Plasminogen activator inhibitor-1 (PAI-1), encoded by SERPINE1, is highly expressed in various types of
tumor tissues, which contributes to
cancer progression. The present study explored the role and underlying mechanisms of
PAI-1 in ESCC. We found that the
PAI-1 protein was extracellularly secreted more from ESCC cells with high
PAI-1 expression using Western blotting and
enzyme linked
immunosorbent assay (ELISA). Knockdown of SERPINE1 expression significantly inhibited the invasion and migration of ESCC KYSE150 and KYSE450 cell lines, which could be restored when adding exogenous human recombinant
PAI-1 into the culture medium of the cells stably expressing SERPINE1
shRNA. In vivo experiments showed that SERPINE1 knockdown significantly inhibited xenograft growth and lung
metastasis of ESCC cells.
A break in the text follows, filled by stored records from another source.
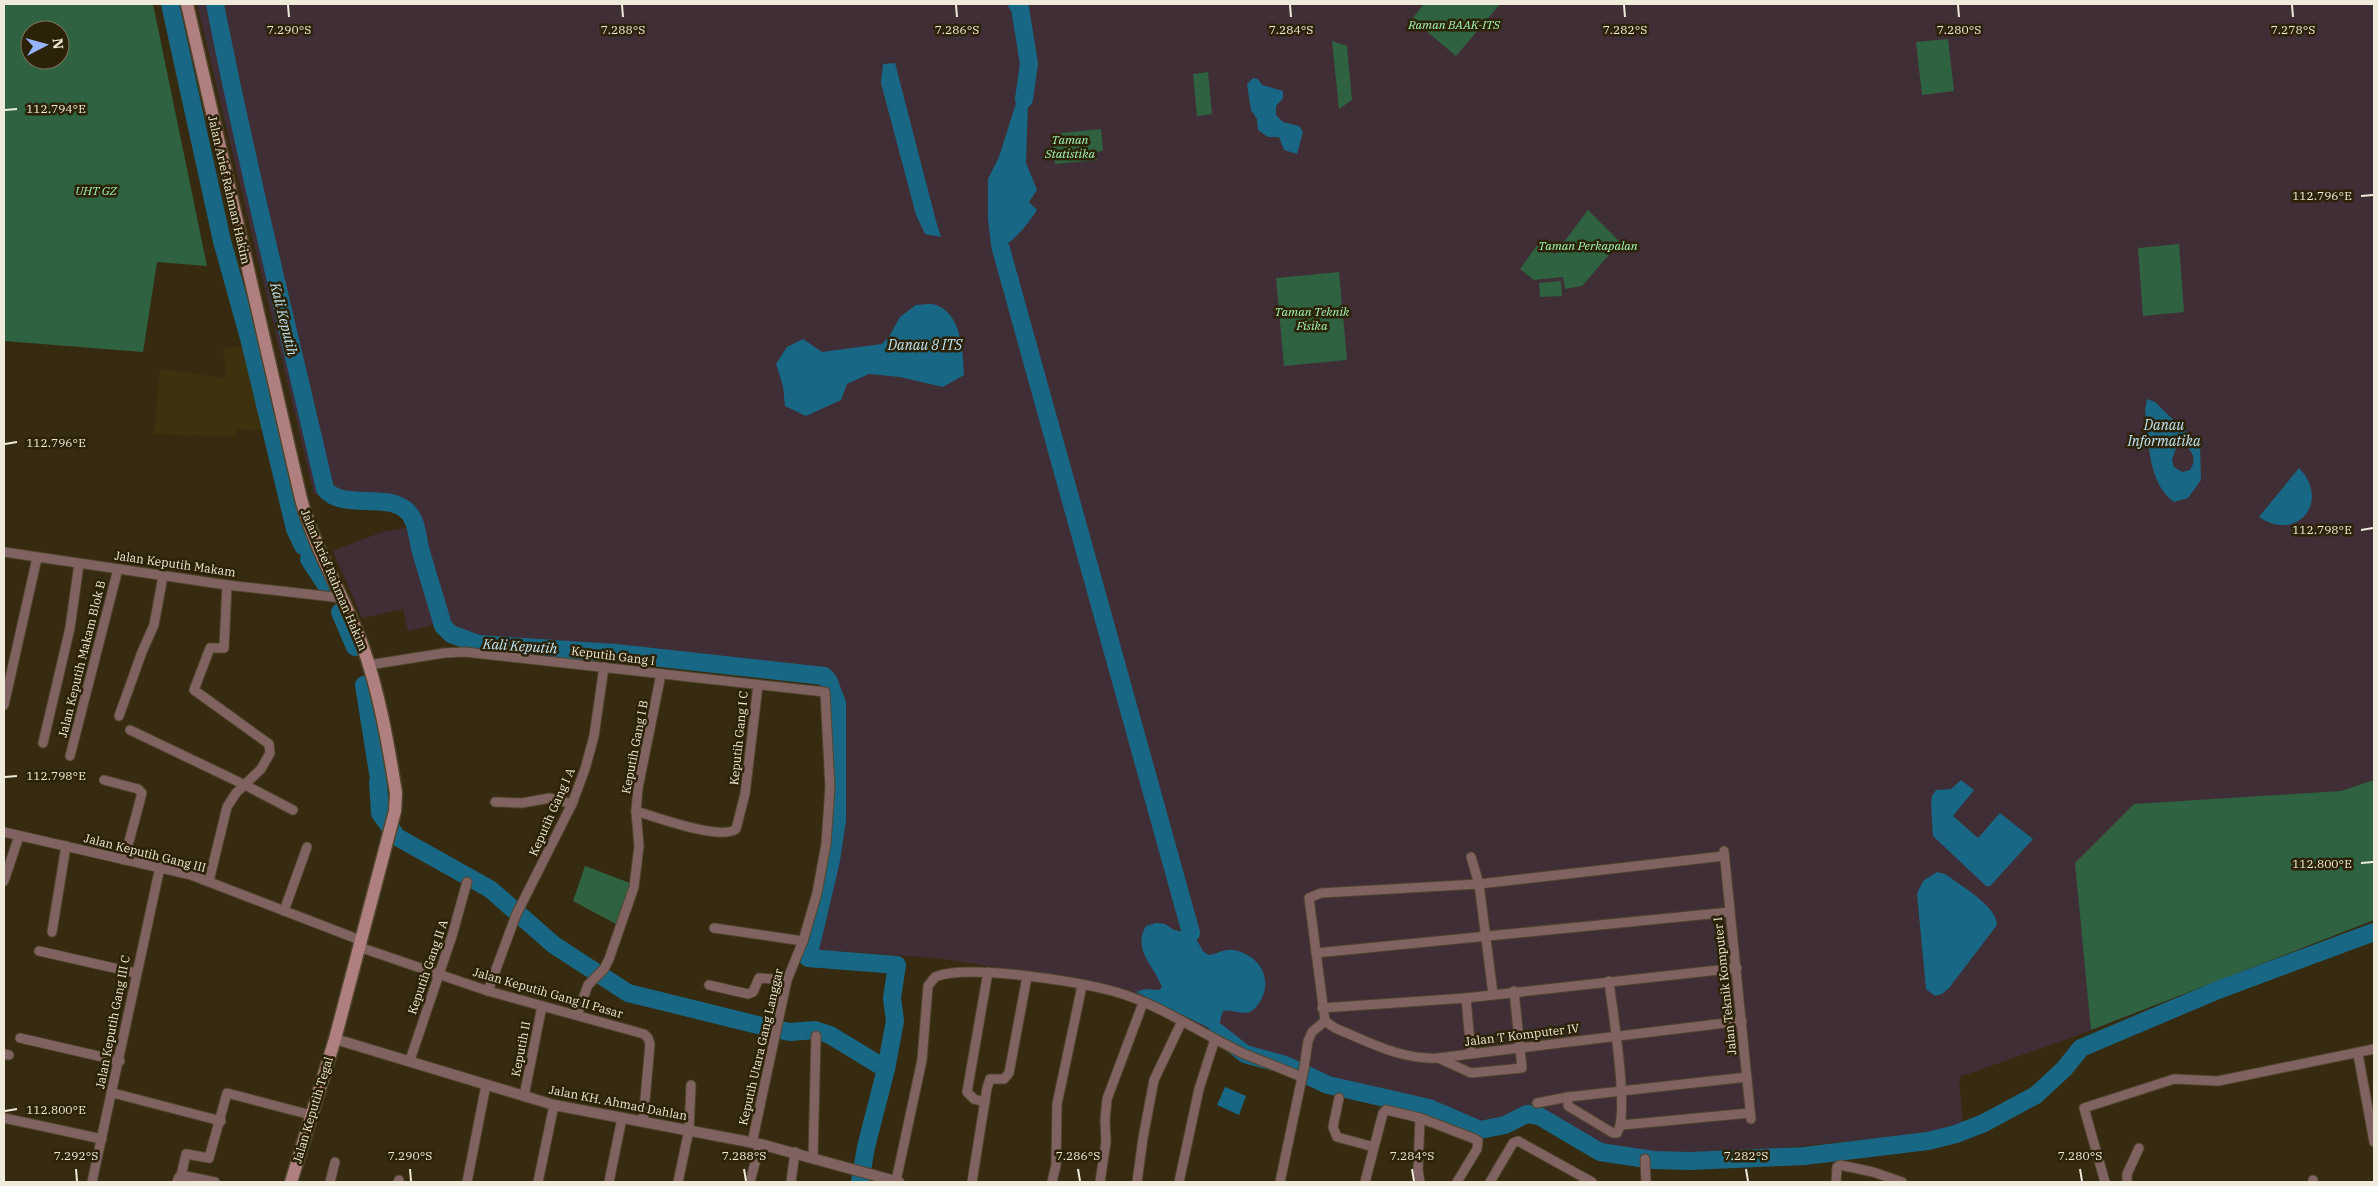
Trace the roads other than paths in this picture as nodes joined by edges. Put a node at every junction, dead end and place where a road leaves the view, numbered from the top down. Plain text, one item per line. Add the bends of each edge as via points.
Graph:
1 (187, 4) edge
2 (4, 552) edge
3 (37, 558) junction
4 (79, 564) junction
5 (118, 569) junction
6 (164, 576) junction
7 (227, 585) junction
8 (342, 598) junction
9 (369, 665) junction
10 (604, 667) junction
11 (660, 674) junction
12 (758, 685) junction
13 (825, 692) joint
14 (4, 705) edge
15 (119, 716) dead end
16 (130, 730) dead end
17 (43, 743) dead end
18 (70, 756) dead end
19 (104, 780) dead end
20 (245, 784) junction
21 (495, 802) dead end
22 (572, 804) junction
23 (293, 810) dead end
24 (636, 811) junction
25 (4, 832) edge
26 (19, 836) junction
27 (66, 846) junction
28 (306, 847) dead end
29 (1471, 857) dead end
30 (124, 860) junction
31 (160, 867) junction
32 (4, 881) edge
33 (209, 881) junction
34 (467, 882) dead end
35 (1479, 884) junction
36 (284, 911) junction
37 (1730, 912) junction
38 (714, 928) dead end
39 (52, 932) dead end
40 (1485, 936) junction
41 (804, 941) junction
42 (359, 943) junction
43 (38, 951) dead end
44 (1316, 954) junction
45 (1737, 968) junction
46 (988, 972) junction
47 (136, 973) junction
48 (439, 973) junction
49 (1027, 977) junction
50 (787, 980) junction
51 (1609, 981) junction
52 (709, 985) dead end
53 (1082, 986) junction
54 (488, 991) junction
55 (1514, 991) junction
56 (1493, 994) junction
57 (1466, 998) junction
58 (1143, 1002) junction
59 (542, 1006) junction
60 (1322, 1008) junction
61 (577, 1015) junction
62 (1182, 1021) junction
63 (1325, 1021) junction
64 (1742, 1022) junction
65 (816, 1036) dead end
66 (1615, 1036) junction
67 (20, 1038) dead end
68 (335, 1039) junction
69 (1215, 1039) junction
70 (1520, 1048) junction
71 (2374, 1049) edge
72 (1471, 1054) junction
73 (2358, 1054) junction
74 (1438, 1058) junction
75 (410, 1060) junction
76 (120, 1061) junction
77 (1303, 1073) junction
78 (1747, 1077) junction
79 (486, 1084) junction
80 (691, 1085) dead end
81 (1621, 1092) junction
82 (113, 1093) junction
83 (524, 1096) junction
84 (1568, 1097) junction
85 (1338, 1098) dead end
86 (985, 1102) junction
87 (1537, 1103) dead end
88 (554, 1105) junction
89 (311, 1115) junction
90 (4, 1118) edge
91 (622, 1118) junction
92 (1420, 1118) junction
93 (221, 1121) junction
94 (643, 1122) junction
95 (1622, 1125) junction
96 (689, 1130) junction
97 (102, 1139) junction
98 (2374, 1142) edge
99 (756, 1144) junction
100 (1374, 1147) junction
101 (2139, 1148) dead end
102 (795, 1152) junction
103 (813, 1158) junction
104 (1646, 1160) dead end
105 (335, 1162) dead end
106 (179, 1179) edge
107 (92, 1182) edge
108 (215, 1182) edge
109 (291, 1182) edge
110 (330, 1182) edge
111 (467, 1182) edge
112 (538, 1182) edge
113 (609, 1182) edge
114 (678, 1182) edge
115 (750, 1182) edge
116 (791, 1182) edge
117 (898, 1182) edge
118 (972, 1182) edge
119 (1052, 1182) edge
120 (1100, 1182) edge
121 (1137, 1182) edge
122 (1179, 1182) edge
123 (1280, 1182) edge
124 (1364, 1182) edge
125 (1420, 1182) edge
126 (1457, 1182) edge
127 (1490, 1182) edge
128 (1592, 1182) edge
129 (1646, 1182) edge
130 (1836, 1182) edge
131 (1902, 1182) edge
132 (2105, 1182) edge
133 (2127, 1182) edge

1 - 8 main road, Jalan Arief Rahman Hakim via 301,499 317,546
2 - 3 street, Jalan Keputih Makam
3 - 4 street, Jalan Keputih Makam
3 - 14 street
4 - 5 street, Jalan Keputih Makam
4 - 17 street via 70,628
5 - 6 street, Jalan Keputih Makam
5 - 18 street, Jalan Keputih Makam Blok B
6 - 7 street, Jalan Keputih Makam
6 - 15 street via 154,625
7 - 8 street, Jalan Keputih Makam
7 - 20 street via 224,648 211,647 208,651 195,691 270,746 270,753 261,769
8 - 9 main road, Jalan Arief Rahman Hakim
9 - 10 street, Keputih Gang I via 453,652
9 - 42 main road, Jalan Arief Rahman Hakim via 396,801
10 - 11 street, Keputih Gang I
10 - 22 street, Keputih Gang I A via 594,736
11 - 12 street, Keputih Gang I
11 - 24 street, Keputih Gang I B
12 - 13 street, Keputih Gang I
12 - 24 street, Keputih Gang I C via 745,794 737,826 728,832 697,828
13 - 41 street, Keputih Utara Gang Langgar via 830,816 817,893
16 - 20 street
19 - 30 street via 142,793
20 - 23 street
20 - 33 street via 227,807
21 - 22 street via 522,803 550,798
22 - 54 street, Keputih Gang I A via 516,916
24 - 61 street, Keputih Gang I B via 639,846 634,887 604,969 591,981
25 - 26 street, Jalan Keputih Gang III
26 - 27 street, Jalan Keputih Gang III
26 - 32 street
27 - 30 street, Jalan Keputih Gang III
27 - 39 street
28 - 36 street
29 - 35 street
30 - 31 street, Jalan Keputih Gang III
31 - 33 street, Jalan Keputih Gang III
31 - 47 street, Jalan Keputih Gang III C
33 - 36 street, Jalan Keputih Gang III
34 - 48 street, Keputih Gang II A
35 - 37 street, Jalan Teknik Komputer I via 1724,853
35 - 40 street
35 - 44 street via 1314,894 1309,898
36 - 42 street, Jalan Keputih Gang III
37 - 40 street
37 - 45 street, Jalan Teknik Komputer I
38 - 41 street
40 - 44 street
40 - 56 street
41 - 50 street, Keputih Utara Gang Langgar
42 - 48 street, Jalan Keputih Gang II Pasar
42 - 68 main road, Jalan Arief Rahman Hakim
43 - 47 street
44 - 60 street
45 - 51 street
45 - 64 street, Jalan Teknik Komputer I
46 - 49 street
46 - 86 street via 967,1092 974,1099
46 - 117 street via 941,974 928,986 922,1060
47 - 76 street, Jalan Keputih Gang III C
48 - 54 street, Jalan Keputih Gang II Pasar
48 - 75 street, Keputih Gang II A
49 - 53 street
49 - 86 street via 1009,1073 1004,1080 990,1079
50 - 52 street via 759,978 753,992 748,994
50 - 99 street, Keputih Utara Gang Langgar
51 - 55 street
51 - 66 street
53 - 58 street via 1115,992
53 - 119 street via 1057,1104 1056,1165
54 - 59 street, Jalan Keputih Gang II Pasar
55 - 56 street
55 - 70 street
56 - 57 street
57 - 60 street
57 - 72 street
58 - 62 street
58 - 120 street via 1107,1099 1104,1120 1106,1142
59 - 61 street, Jalan Keputih Gang II Pasar
59 - 83 street, Keputih II
60 - 63 street
61 - 94 street, Jalan Keputih Gang II Pasar via 639,1032 648,1038
62 - 69 street
62 - 121 street via 1154,1080
63 - 74 street, Jalan T Komputer IV via 1404,1056
63 - 77 street via 1310,1036
64 - 66 street, Jalan T Komputer IV
64 - 78 street, Jalan Teknik Komputer I
65 - 103 street
66 - 70 street, Jalan T Komputer IV
66 - 81 street
67 - 76 street
68 - 75 street, Jalan KH. Ahmad Dahlan
68 - 89 main road, Jalan Keputih Tegal
69 - 77 street
69 - 122 street via 1199,1089
70 - 72 street, Jalan T Komputer IV
70 - 74 street via 1523,1065 1520,1069 1471,1073
71 - 73 street
72 - 74 street, Jalan T Komputer IV
73 - 98 street
73 - 132 street via 2218,1081 2174,1079 2084,1108
75 - 79 street, Jalan KH. Ahmad Dahlan
76 - 82 street, Jalan Keputih Gang III C
77 - 123 street
78 - 81 street
78 - 95 street, Jalan Teknik Komputer I via 1750,1116
79 - 83 street, Jalan KH. Ahmad Dahlan
79 - 111 street
80 - 96 street
81 - 84 street
81 - 95 street
82 - 93 street
82 - 97 street, Jalan Keputih Gang III C
83 - 88 street, Jalan KH. Ahmad Dahlan
84 - 87 street
84 - 95 street via 1568,1106 1613,1133 1618,1133
85 - 100 street via 1333,1127 1337,1138
86 - 118 street
88 - 91 street, Jalan KH. Ahmad Dahlan
88 - 112 street
89 - 93 street via 227,1093
89 - 109 main road, Jalan Keputih Tegal
90 - 97 street
91 - 94 street, Jalan KH. Ahmad Dahlan
91 - 113 street
92 - 100 street via 1384,1110
92 - 125 street
92 - 126 street via 1478,1141 1477,1149
93 - 106 street via 209,1158 186,1154
94 - 96 street, Jalan KH. Ahmad Dahlan
96 - 99 street, Jalan KH. Ahmad Dahlan
96 - 114 street
97 - 107 street, Jalan Keputih Gang III C
99 - 102 street, Jalan KH. Ahmad Dahlan
99 - 115 street, Keputih Utara Gang Langgar
100 - 124 street
101 - 133 street via 2127,1174
102 - 103 street, Jalan KH. Ahmad Dahlan
102 - 116 street
103 - 117 street, Jalan KH. Ahmad Dahlan
104 - 129 street
105 - 110 street
106 - 108 street
127 - 128 street via 1518,1140
130 - 131 street via 1840,1165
Molecular analysis demonstrated that
PAI-1 activated AKT and ERK signaling pathways. Co-immunoprecipitation (Co-IP) assays identified that
PAI-1 may interact with the membrane
receptor LDL receptor related
protein 1 (LRP1). These results indicated that overexpression of
PAI-1, through interacting with LRP1, might enhance invasion and migration of ESCC cells as well as promote ESCC progression.